══ DATASET EXTRACT ══

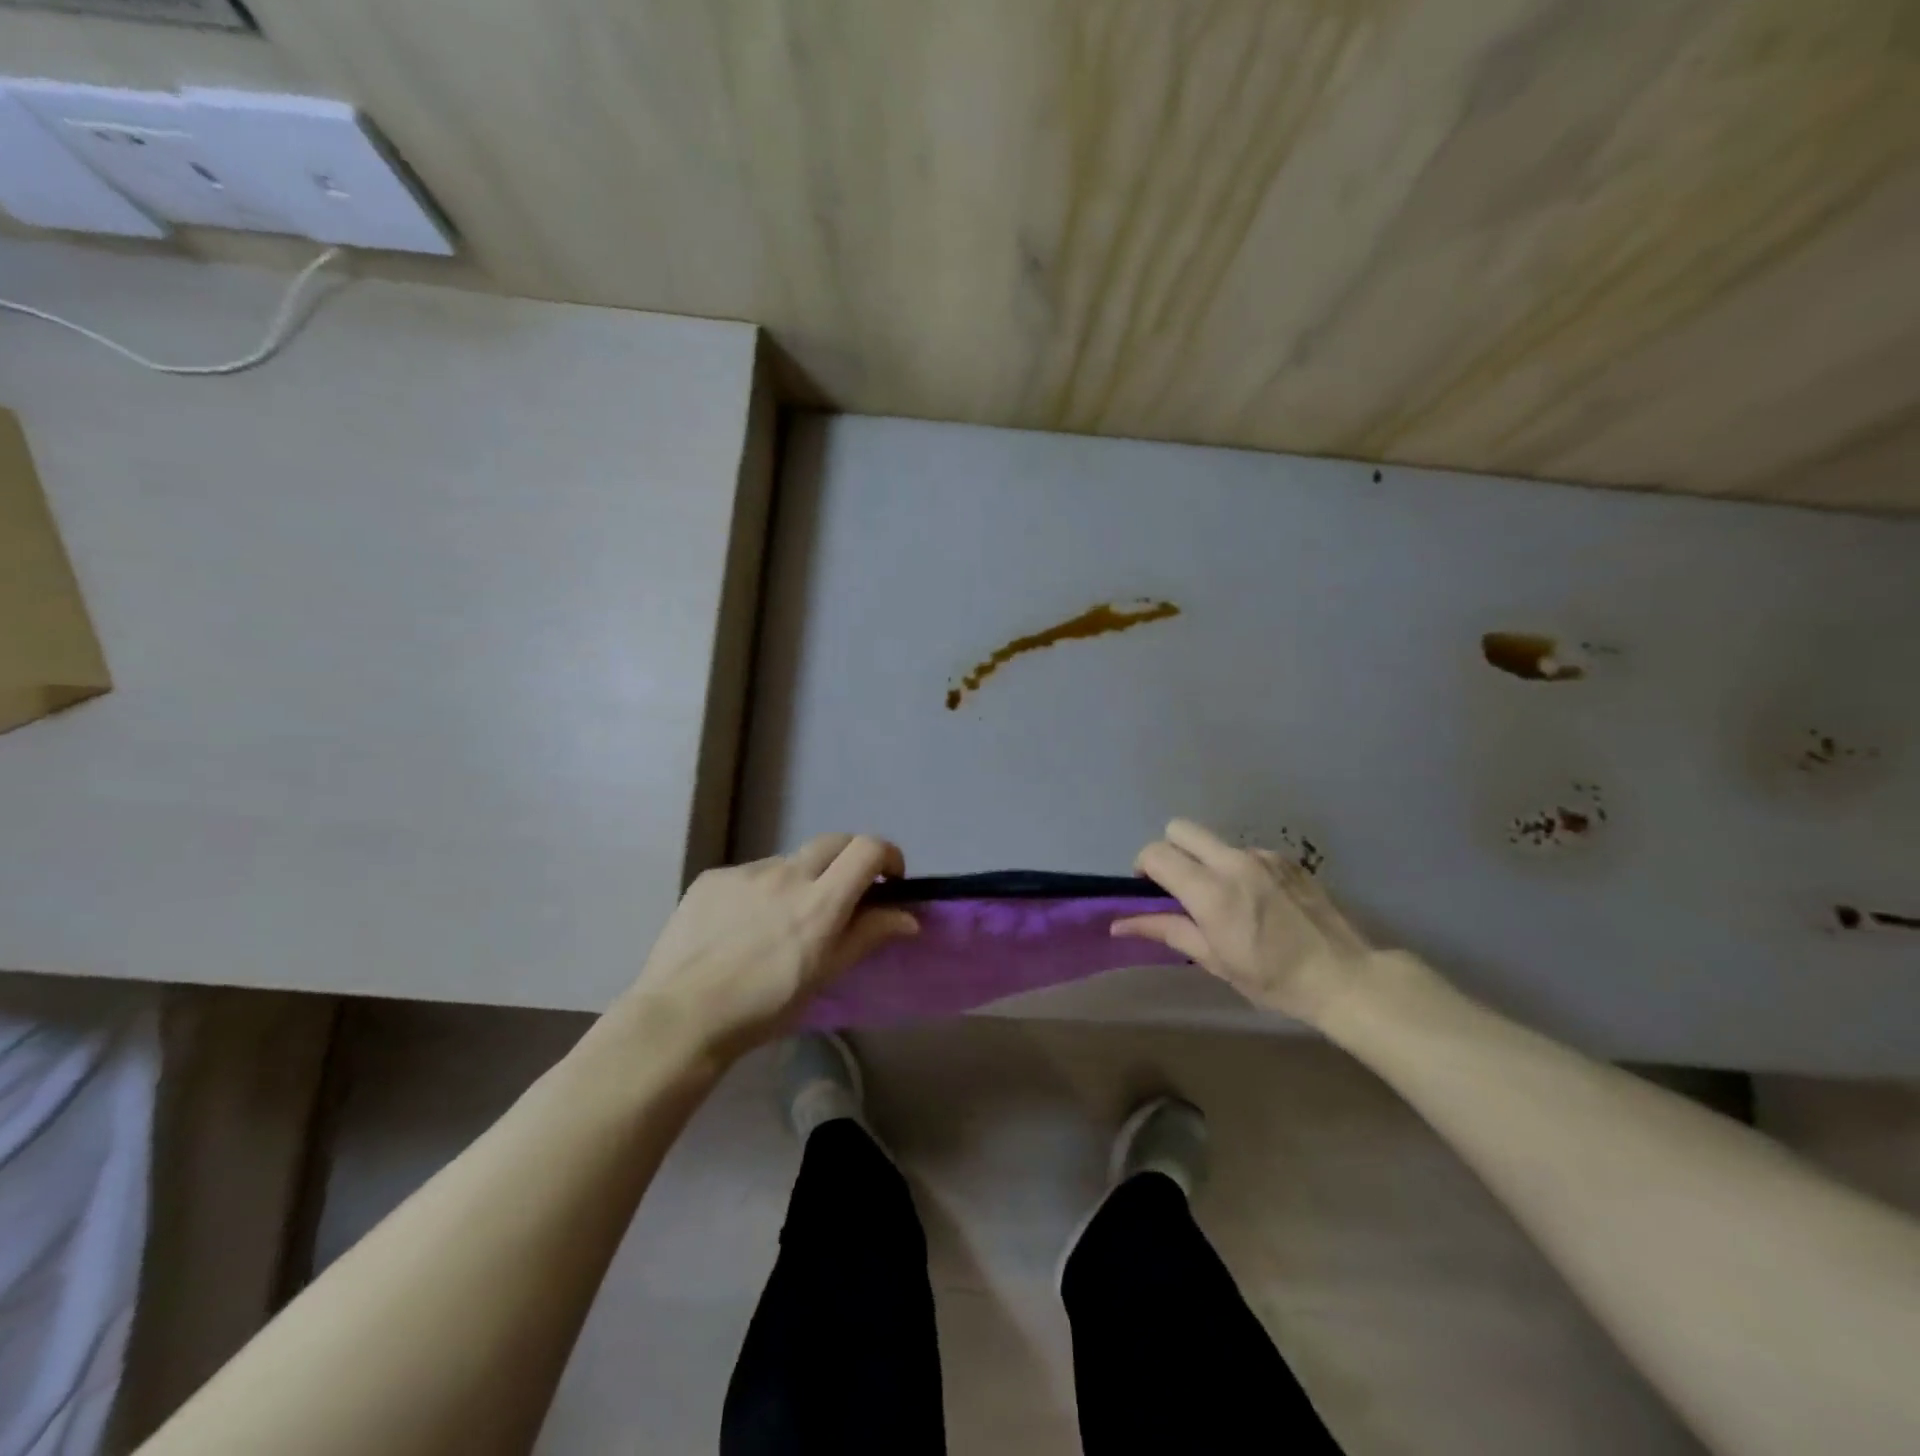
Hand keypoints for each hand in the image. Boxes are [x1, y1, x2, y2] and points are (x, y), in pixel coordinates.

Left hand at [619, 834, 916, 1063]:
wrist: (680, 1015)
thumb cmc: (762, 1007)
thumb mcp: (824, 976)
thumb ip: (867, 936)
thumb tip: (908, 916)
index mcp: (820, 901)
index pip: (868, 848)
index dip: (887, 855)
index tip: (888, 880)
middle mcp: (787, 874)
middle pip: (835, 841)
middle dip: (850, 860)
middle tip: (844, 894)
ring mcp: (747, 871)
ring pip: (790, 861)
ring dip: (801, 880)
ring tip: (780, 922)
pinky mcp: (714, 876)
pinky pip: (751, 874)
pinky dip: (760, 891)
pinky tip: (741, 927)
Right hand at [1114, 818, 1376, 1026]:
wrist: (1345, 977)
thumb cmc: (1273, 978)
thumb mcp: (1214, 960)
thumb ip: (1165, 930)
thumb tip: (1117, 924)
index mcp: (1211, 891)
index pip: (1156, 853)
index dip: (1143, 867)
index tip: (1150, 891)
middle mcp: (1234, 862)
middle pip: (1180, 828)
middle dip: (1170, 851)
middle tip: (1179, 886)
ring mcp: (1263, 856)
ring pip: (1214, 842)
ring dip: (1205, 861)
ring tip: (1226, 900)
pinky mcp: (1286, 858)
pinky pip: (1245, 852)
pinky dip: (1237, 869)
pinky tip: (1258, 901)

═══
══ DATASET EXTRACT ══

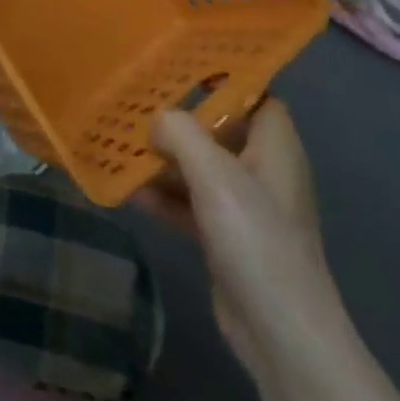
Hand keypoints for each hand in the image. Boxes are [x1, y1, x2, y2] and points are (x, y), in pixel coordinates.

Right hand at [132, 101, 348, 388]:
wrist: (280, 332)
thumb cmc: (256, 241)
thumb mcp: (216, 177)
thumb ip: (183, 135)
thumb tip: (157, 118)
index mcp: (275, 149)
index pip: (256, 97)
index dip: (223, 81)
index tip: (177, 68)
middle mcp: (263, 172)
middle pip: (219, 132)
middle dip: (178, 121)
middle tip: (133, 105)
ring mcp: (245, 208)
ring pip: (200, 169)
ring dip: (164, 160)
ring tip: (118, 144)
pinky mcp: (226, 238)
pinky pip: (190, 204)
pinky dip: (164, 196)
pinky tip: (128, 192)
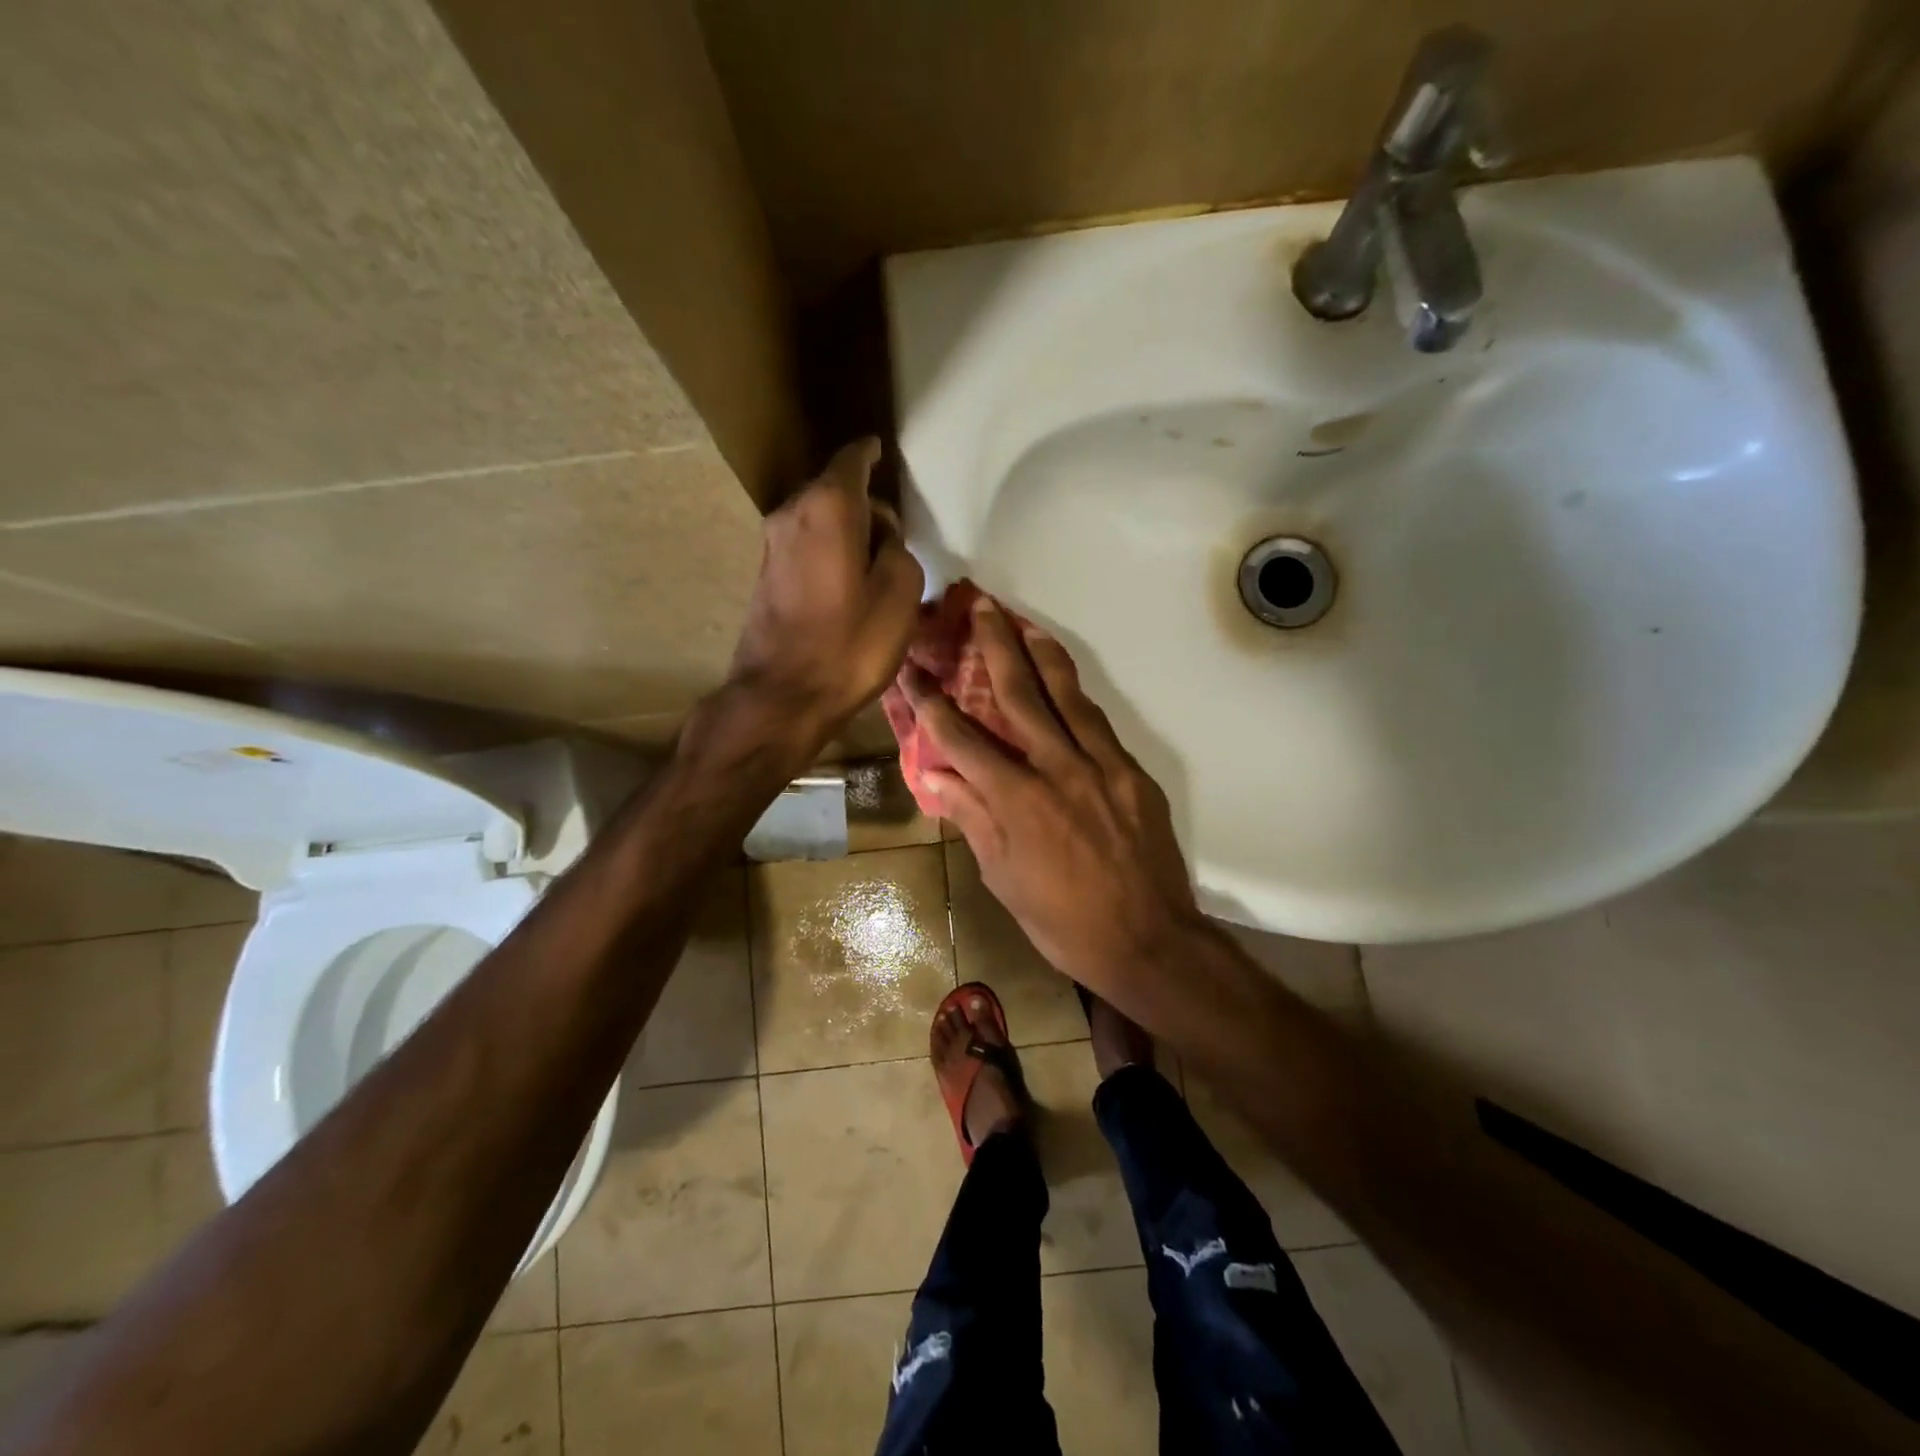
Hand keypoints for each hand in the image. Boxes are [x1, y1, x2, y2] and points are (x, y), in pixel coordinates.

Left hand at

═══
══ DATASET EXTRACT ══

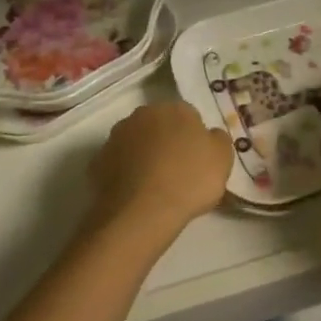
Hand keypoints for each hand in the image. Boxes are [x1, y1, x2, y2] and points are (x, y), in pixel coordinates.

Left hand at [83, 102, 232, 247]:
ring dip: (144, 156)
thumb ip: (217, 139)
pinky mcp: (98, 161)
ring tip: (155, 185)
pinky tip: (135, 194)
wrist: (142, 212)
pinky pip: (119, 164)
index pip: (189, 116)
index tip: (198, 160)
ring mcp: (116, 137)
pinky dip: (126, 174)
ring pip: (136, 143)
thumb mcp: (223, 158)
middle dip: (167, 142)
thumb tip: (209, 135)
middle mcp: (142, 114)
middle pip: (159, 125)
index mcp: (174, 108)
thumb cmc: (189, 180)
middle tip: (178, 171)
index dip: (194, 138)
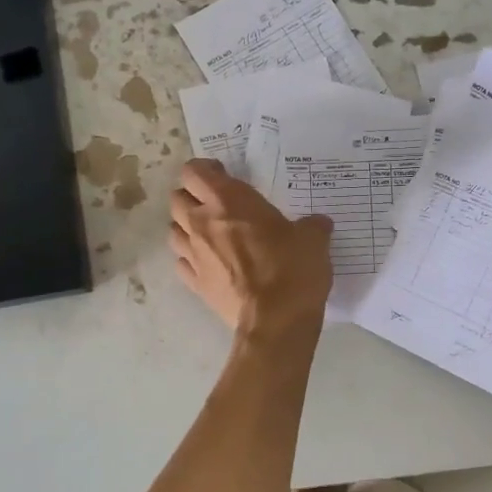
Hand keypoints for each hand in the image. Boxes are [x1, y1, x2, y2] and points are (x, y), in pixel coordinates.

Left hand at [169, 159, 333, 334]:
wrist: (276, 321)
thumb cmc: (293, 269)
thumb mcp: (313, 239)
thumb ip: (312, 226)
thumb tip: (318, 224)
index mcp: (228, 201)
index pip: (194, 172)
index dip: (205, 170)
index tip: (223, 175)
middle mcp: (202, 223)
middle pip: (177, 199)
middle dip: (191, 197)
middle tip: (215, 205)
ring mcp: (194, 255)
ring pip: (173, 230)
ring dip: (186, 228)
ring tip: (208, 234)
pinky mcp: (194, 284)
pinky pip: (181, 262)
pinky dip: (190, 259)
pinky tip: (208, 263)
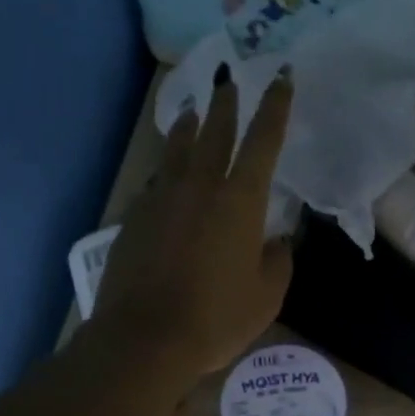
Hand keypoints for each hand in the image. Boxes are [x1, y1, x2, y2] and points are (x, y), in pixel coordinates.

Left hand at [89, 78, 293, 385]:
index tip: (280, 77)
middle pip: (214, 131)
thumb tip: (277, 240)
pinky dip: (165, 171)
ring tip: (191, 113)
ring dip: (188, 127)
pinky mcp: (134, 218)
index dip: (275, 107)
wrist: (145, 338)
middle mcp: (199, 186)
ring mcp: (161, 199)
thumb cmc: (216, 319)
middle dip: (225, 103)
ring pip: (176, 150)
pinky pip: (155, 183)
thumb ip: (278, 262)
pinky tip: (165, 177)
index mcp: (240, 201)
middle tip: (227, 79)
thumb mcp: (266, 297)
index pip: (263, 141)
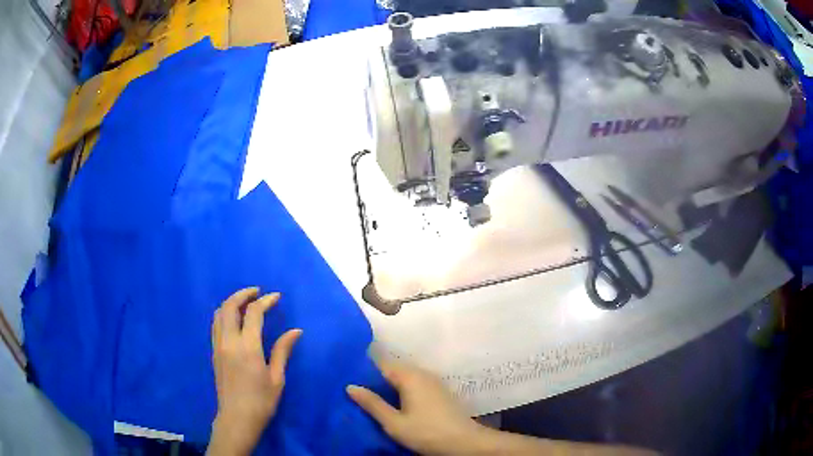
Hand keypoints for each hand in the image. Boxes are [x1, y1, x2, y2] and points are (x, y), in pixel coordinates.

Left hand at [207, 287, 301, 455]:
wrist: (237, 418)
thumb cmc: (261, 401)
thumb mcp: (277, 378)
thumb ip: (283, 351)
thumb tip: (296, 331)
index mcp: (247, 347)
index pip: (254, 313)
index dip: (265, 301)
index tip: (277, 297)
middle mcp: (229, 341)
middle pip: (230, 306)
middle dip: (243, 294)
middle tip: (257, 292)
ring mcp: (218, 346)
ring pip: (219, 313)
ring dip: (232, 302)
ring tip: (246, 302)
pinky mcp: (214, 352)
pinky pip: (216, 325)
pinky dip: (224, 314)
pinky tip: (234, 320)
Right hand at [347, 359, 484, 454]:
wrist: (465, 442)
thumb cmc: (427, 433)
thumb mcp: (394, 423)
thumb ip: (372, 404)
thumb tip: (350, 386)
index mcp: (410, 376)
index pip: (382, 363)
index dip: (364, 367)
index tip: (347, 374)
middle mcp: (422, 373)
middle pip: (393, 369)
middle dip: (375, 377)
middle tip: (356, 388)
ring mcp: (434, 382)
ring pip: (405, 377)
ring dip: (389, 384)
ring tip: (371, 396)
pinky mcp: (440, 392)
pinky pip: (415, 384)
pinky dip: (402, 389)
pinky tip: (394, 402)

═══

Repeat, word for word, the lines above between the line holding "thumb ip: (283, 351)" and the line holding "pinky tip: (394, 402)", inclusive; omit everything else.

thumb ip: (283, 351)
thumb tip: (296, 331)
index mcp: (247, 347)
index pip: (254, 313)
index dip: (265, 301)
index tip: (277, 297)
middle mcp: (229, 341)
middle pip: (230, 306)
middle dip: (243, 294)
middle tip: (257, 292)
ring mcp: (218, 346)
ring pip: (219, 313)
ring dip: (232, 302)
ring tip: (246, 302)
pinky mcp: (214, 352)
pinky pip: (216, 325)
pinky dip: (224, 314)
pinky tip: (234, 320)
Right hand at [347, 359, 484, 454]:
wrist: (465, 442)
thumb cmc: (427, 433)
thumb mcp: (394, 423)
thumb ip: (372, 404)
thumb tip: (350, 386)
index mcp: (410, 376)
index pip: (382, 363)
index dip: (364, 367)
index tip: (347, 374)
middle mcp: (422, 373)
middle pip: (393, 369)
middle dip: (375, 377)
middle tip: (356, 388)
ring mcp: (434, 382)
ring pip: (405, 377)
ring dip: (389, 384)
ring tip: (371, 396)
pinky mcp: (440, 392)
pinky pip: (415, 384)
pinky dip: (402, 389)
pinky tip: (394, 402)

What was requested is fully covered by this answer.